Data shown:

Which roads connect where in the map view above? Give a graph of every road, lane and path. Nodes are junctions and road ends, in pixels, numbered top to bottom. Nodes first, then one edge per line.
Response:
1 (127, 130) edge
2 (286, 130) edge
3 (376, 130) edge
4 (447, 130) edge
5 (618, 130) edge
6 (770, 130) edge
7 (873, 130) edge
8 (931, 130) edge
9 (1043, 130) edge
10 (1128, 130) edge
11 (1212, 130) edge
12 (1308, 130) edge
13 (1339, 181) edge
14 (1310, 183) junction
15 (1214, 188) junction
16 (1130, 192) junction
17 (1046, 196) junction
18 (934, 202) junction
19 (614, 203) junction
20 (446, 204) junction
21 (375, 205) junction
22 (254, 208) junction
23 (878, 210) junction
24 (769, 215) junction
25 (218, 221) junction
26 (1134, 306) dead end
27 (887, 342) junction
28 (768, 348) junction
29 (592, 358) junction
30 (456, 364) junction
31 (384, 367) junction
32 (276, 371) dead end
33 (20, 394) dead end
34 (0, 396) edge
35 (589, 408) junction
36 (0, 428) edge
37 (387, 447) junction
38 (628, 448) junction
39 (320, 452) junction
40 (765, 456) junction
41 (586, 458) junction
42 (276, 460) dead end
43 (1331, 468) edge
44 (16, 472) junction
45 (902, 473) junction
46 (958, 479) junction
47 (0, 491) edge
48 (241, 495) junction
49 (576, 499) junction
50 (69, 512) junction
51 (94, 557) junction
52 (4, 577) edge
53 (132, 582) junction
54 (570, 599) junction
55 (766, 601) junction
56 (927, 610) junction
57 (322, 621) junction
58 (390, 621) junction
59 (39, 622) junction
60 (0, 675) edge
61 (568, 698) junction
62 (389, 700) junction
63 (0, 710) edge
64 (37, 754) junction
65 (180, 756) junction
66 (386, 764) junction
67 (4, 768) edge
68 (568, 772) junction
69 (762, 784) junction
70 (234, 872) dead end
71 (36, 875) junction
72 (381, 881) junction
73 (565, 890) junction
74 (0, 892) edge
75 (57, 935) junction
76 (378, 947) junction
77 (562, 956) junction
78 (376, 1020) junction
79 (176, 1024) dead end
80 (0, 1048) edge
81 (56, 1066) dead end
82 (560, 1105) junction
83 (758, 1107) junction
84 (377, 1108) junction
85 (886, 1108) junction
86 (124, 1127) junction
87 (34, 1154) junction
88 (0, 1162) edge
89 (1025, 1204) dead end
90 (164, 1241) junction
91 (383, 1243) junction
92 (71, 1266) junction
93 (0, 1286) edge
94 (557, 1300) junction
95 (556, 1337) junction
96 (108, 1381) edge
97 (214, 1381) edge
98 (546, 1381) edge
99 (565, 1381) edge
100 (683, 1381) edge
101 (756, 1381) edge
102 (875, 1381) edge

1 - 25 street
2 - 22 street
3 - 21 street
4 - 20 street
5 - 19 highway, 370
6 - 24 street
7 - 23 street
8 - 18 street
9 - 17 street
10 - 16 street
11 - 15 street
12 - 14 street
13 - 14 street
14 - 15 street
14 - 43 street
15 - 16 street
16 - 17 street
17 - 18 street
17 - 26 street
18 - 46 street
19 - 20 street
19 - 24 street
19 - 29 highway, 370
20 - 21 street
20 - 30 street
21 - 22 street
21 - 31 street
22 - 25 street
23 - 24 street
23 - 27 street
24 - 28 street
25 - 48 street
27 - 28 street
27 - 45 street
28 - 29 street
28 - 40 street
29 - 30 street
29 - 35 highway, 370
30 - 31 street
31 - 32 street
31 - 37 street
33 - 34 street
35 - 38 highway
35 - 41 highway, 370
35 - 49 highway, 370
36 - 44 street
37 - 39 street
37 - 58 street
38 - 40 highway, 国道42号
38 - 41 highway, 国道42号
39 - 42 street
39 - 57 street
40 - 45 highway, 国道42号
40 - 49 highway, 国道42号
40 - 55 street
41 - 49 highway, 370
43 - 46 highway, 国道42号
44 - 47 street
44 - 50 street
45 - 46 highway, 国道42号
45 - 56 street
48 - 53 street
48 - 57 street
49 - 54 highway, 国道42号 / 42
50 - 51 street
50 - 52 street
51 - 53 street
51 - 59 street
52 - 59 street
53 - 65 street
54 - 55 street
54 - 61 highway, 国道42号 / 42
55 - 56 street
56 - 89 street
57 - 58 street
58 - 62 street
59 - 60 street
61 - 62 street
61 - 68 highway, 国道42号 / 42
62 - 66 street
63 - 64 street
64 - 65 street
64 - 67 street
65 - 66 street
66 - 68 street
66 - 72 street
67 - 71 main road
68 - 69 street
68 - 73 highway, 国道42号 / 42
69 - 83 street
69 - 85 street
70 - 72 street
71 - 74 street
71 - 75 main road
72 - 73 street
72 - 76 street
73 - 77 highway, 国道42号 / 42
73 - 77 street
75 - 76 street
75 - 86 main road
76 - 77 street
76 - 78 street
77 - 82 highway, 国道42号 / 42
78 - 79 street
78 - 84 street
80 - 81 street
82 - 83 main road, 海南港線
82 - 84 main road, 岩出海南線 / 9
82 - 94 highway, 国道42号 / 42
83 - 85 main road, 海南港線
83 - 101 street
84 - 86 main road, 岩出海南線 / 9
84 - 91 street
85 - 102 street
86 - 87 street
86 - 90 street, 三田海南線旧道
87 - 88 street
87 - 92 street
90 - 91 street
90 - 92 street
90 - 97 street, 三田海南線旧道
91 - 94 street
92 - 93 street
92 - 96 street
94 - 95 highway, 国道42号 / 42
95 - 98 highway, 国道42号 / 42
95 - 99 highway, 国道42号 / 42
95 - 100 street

Work instruction:
Check each line of the entries above for the string "三田海南線旧道", and return those that contain it.

Output below:
86 - 90 street, 三田海南線旧道
90 - 97 street, 三田海南線旧道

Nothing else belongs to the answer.